For each line of the listing below that contains the string "Answer", copy the line.

§ Records to process:

Segment Open

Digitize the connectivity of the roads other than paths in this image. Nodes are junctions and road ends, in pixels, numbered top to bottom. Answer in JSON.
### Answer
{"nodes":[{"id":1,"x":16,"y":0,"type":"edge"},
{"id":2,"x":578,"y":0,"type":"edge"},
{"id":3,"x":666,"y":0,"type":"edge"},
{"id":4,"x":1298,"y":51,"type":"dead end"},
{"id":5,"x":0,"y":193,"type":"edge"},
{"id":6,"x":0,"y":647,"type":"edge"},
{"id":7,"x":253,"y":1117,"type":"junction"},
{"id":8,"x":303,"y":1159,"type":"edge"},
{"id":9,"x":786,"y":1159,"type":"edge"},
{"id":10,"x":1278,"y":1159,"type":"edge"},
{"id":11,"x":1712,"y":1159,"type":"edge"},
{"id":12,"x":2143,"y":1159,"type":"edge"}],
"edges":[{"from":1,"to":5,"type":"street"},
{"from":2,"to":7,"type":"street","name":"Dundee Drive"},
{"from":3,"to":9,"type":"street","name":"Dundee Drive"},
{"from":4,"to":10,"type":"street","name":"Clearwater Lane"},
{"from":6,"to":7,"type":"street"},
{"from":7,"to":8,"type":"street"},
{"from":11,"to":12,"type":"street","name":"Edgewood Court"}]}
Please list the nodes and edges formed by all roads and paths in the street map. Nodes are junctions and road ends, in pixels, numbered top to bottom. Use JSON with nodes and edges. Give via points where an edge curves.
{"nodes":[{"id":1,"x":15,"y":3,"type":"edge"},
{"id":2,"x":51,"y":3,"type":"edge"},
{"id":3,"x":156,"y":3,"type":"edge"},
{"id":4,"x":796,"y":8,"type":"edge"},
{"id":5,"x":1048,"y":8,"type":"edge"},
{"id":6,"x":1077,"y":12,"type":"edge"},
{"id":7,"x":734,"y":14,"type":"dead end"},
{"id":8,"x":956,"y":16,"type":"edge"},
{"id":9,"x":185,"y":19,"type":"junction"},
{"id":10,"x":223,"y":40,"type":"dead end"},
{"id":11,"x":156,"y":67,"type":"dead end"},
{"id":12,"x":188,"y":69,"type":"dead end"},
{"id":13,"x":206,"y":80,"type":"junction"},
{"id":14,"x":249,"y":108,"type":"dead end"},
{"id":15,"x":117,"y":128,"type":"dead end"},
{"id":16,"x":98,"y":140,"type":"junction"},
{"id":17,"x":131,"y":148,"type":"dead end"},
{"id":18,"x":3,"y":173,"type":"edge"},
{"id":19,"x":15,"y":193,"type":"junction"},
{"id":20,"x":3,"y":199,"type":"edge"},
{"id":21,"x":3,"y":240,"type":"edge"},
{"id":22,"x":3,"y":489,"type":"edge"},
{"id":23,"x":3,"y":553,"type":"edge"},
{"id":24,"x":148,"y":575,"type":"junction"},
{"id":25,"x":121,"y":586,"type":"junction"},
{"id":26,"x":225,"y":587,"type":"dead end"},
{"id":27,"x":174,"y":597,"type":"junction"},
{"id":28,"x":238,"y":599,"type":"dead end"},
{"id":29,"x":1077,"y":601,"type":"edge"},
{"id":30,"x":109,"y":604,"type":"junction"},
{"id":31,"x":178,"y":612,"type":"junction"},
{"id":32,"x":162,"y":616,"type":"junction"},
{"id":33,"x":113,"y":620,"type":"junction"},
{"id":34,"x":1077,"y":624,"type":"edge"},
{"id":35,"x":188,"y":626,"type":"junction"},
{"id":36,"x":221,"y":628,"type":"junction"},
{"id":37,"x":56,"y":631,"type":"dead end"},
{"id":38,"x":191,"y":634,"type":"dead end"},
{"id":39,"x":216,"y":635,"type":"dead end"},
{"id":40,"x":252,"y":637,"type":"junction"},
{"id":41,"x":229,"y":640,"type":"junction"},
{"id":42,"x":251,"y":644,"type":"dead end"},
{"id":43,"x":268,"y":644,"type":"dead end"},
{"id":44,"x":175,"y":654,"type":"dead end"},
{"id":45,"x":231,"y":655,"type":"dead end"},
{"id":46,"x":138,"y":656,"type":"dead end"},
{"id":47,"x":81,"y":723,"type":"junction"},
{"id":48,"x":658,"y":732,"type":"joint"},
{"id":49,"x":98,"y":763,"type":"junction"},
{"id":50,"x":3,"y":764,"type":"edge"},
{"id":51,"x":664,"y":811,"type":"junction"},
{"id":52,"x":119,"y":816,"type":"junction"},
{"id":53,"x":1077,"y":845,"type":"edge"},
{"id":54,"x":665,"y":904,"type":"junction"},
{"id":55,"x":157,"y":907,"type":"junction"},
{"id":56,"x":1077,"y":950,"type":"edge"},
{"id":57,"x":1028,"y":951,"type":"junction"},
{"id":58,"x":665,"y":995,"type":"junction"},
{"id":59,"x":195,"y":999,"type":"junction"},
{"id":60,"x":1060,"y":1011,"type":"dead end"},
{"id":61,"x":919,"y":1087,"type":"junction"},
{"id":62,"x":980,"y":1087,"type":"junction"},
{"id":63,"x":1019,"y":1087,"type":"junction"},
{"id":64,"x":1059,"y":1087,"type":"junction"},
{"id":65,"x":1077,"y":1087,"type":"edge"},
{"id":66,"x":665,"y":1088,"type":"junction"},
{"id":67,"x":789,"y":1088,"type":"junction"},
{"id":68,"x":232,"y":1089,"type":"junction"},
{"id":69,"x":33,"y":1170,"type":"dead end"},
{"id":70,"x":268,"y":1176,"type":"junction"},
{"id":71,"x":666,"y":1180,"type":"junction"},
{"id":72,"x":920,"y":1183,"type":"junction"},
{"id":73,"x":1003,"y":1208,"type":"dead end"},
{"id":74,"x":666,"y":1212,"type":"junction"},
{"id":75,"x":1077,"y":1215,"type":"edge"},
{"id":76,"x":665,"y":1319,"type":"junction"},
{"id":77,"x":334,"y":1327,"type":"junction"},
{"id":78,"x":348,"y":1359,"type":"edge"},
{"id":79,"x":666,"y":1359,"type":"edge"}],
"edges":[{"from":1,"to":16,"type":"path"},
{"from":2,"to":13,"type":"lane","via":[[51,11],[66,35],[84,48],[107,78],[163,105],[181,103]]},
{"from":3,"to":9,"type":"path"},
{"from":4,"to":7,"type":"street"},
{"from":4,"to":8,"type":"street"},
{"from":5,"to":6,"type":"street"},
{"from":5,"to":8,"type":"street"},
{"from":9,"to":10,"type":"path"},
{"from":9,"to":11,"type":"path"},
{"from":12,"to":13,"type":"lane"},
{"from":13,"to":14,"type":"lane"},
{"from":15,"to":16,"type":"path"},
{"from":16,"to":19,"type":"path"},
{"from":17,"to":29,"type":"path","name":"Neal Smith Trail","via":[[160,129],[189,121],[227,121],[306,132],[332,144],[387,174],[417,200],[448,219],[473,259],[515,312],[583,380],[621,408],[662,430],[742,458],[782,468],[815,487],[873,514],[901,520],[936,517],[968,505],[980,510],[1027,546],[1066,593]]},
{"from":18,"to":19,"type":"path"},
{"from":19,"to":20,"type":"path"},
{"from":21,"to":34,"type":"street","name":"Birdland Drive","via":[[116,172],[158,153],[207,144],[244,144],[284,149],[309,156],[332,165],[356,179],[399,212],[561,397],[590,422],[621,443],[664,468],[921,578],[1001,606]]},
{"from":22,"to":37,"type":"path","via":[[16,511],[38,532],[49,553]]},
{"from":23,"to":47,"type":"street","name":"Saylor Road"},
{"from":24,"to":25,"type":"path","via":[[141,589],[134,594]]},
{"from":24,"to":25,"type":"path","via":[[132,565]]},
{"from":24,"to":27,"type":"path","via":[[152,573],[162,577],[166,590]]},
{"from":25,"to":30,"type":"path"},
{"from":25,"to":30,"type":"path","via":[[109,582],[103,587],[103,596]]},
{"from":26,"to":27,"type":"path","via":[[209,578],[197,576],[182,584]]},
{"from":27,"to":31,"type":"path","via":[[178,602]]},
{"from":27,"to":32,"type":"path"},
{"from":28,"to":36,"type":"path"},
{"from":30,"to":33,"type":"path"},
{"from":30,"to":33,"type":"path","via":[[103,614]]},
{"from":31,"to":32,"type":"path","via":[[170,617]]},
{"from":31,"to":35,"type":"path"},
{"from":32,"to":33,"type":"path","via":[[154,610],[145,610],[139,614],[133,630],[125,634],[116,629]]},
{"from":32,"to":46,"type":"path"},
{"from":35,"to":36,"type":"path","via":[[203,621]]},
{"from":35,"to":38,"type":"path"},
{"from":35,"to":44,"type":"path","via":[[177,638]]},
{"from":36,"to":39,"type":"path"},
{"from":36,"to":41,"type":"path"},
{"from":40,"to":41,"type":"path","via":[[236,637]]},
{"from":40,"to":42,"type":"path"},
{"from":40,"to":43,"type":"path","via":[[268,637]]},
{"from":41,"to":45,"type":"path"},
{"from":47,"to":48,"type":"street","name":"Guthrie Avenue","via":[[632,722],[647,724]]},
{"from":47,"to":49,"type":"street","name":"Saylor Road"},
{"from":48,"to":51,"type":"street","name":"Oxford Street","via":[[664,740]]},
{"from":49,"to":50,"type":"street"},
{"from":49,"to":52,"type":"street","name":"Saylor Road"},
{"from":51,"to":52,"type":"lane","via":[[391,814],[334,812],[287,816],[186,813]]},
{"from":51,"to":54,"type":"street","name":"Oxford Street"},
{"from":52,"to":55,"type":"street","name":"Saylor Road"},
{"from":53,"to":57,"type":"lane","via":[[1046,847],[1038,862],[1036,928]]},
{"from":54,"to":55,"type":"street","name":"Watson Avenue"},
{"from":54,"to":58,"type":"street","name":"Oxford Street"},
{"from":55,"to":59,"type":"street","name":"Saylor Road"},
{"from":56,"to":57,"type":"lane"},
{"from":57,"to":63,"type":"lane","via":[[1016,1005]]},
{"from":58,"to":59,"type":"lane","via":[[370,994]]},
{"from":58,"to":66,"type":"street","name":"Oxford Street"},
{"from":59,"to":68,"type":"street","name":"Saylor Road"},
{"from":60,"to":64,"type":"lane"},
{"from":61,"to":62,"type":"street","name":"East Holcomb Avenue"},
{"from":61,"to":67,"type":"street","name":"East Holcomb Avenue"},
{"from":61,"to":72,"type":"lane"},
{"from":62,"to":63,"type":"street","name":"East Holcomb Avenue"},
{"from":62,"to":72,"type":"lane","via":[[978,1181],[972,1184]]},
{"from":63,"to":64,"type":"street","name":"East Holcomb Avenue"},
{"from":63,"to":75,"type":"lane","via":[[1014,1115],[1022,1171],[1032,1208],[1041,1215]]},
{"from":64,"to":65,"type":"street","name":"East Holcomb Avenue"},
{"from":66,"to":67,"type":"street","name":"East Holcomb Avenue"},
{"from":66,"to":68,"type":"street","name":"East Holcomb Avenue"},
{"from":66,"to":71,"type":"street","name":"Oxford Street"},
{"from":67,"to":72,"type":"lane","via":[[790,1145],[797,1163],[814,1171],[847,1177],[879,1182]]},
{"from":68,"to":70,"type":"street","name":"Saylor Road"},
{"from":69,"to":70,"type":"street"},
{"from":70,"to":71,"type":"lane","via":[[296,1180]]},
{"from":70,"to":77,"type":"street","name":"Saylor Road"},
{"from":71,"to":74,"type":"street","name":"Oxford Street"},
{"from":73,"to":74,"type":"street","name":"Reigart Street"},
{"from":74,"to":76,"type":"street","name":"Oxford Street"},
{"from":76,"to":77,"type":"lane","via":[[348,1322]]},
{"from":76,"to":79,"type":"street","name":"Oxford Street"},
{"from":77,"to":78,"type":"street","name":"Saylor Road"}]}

Segment Closed

§ Result of the exercise:
Digitize the connectivity of the roads other than paths in this image. Nodes are junctions and road ends, in pixels, numbered top to bottom. Answer in JSON.
### Answer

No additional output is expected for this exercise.